BRIEF DESCRIPTION OF THE DRAWINGS
[0008] So that the manner in which the above-recited features of
the present invention can be understood in detail, a more
particular description of the invention, briefly summarized above,
may be had by reference to embodiments, some of which are
illustrated in the appended drawings. It is to be noted, however,
that the appended drawings illustrate only typical embodiments of
this invention and are therefore not to be considered limiting of
its scope, for the invention may admit to other equally effective
embodiments.
[0009] FIG. 1 is a schematic depiction of an example rod pumping
unit, in accordance with embodiments of the invention.
[0010] FIG. 2 is a flow diagram of example operations for operating
a rod pumping unit, in accordance with embodiments of the
invention.
[0011] FIG. 3 shows an embodiment of a sensor for monitoring oil
for use with a pumping unit.
[0012] FIG. 4 shows another embodiment of a sensor for monitoring
oil for use with a pumping unit.
[0013] FIG. 5 shows yet another embodiment of a sensor for
monitoring oil for use with a pumping unit.
DETAILED DESCRIPTION
[0014] Embodiments of the present invention provide techniques and
apparatus for measuring one or more parameters associated with an
artificial lift system for hydrocarbon production and operating the
system based on the measured parameters.
[0015] Rod Pumping Unit Example
[0016] FIG. 1 shows an embodiment a rod pumping unit 100. The rod
pumping unit 100 includes a walking beam 110 operatively connected
to one or more posts 120. Attached to one end of the walking beam
110 is a horse head 125 operatively connected to a polished rod
130. A rod string (not shown) is connected below the polished rod
130 and is connected to a down-hole pump (not shown). The polished
rod 130 is axially movable inside the wellhead 160. The walking
beam 110 is coupled to a motor 145 using a crank arm 132 and gear
box 135. The rod pumping unit 100 is operated by a motor control
panel 140 and powered by the motor 145.
[0017] One common problem with the rod pumping unit 100 is various
moving components of the rod pumping unit 100 may wear down over
time, thereby leading to shut down of the rod pumping unit 100.

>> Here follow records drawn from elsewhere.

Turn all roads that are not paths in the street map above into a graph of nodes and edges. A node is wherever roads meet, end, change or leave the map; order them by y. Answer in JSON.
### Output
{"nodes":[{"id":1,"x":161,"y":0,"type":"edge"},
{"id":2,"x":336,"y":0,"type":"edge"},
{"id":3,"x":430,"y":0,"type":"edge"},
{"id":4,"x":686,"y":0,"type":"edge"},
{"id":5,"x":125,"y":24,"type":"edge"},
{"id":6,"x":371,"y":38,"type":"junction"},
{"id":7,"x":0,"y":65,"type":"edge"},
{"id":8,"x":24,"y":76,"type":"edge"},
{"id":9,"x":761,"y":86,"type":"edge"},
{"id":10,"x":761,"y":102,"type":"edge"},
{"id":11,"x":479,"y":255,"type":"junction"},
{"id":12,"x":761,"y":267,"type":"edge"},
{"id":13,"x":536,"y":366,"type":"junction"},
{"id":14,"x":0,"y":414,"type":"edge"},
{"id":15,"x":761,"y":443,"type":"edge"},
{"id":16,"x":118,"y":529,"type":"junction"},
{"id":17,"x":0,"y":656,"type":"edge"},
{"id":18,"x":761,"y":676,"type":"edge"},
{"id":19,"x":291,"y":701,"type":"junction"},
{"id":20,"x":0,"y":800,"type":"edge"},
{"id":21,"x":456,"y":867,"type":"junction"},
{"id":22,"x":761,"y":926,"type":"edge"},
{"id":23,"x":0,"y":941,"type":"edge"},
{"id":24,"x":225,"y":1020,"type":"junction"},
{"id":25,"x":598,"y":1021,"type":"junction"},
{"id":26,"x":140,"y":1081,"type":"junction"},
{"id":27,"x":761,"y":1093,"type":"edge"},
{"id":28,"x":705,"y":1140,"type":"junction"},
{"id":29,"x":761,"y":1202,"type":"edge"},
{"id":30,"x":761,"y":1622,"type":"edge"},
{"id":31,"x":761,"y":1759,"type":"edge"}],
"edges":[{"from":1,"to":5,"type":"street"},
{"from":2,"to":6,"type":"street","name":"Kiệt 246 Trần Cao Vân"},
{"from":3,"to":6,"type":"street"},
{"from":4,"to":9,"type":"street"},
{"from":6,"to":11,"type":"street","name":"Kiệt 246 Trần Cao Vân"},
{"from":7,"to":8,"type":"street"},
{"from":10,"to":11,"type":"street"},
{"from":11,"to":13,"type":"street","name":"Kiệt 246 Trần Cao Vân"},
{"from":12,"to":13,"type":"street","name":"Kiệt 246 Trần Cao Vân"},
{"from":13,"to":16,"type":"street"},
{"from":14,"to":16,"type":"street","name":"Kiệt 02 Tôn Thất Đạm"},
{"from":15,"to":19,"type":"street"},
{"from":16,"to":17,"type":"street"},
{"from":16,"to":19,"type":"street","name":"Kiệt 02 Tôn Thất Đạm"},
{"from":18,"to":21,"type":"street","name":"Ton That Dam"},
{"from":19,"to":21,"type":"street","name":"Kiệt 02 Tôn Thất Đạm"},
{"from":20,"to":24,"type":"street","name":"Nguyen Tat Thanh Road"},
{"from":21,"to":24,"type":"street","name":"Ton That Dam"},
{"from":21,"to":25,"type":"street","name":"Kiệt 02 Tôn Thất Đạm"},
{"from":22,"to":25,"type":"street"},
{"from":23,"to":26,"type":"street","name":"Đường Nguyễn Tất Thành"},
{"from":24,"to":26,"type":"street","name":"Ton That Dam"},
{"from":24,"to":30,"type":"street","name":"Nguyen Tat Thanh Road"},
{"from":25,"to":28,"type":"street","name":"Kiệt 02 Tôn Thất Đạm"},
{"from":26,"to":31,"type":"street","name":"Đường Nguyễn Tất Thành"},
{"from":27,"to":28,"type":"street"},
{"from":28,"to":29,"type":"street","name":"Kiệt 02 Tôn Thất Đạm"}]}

Examples of the moving components include bearings and the gear
box.
[0018] Embodiments of the present invention provide methods and
apparatus for monitoring the physical condition of these moving
components. The moving components' health may be monitored by
measuring vibration experienced by those moving components. In one
embodiment, the rod pumping unit 100 may include one or more
sensors to detect and monitor vibration of moving components of the
rod pumping unit 100. For example, the rod pumping unit 100 may
include an accelerometer 171 to measure the acceleration of the
walking beam 110. In one embodiment, the accelerometer is a
microelectromechanical system (MEMS)-based sensor. The
accelerometer may be configured to produce an electrical signal
that is proportional to the acceleration of the vibrating component
to which the accelerometer is attached. The accelerometer 171 may
be positioned close to the bearing supporting the walking beam 110.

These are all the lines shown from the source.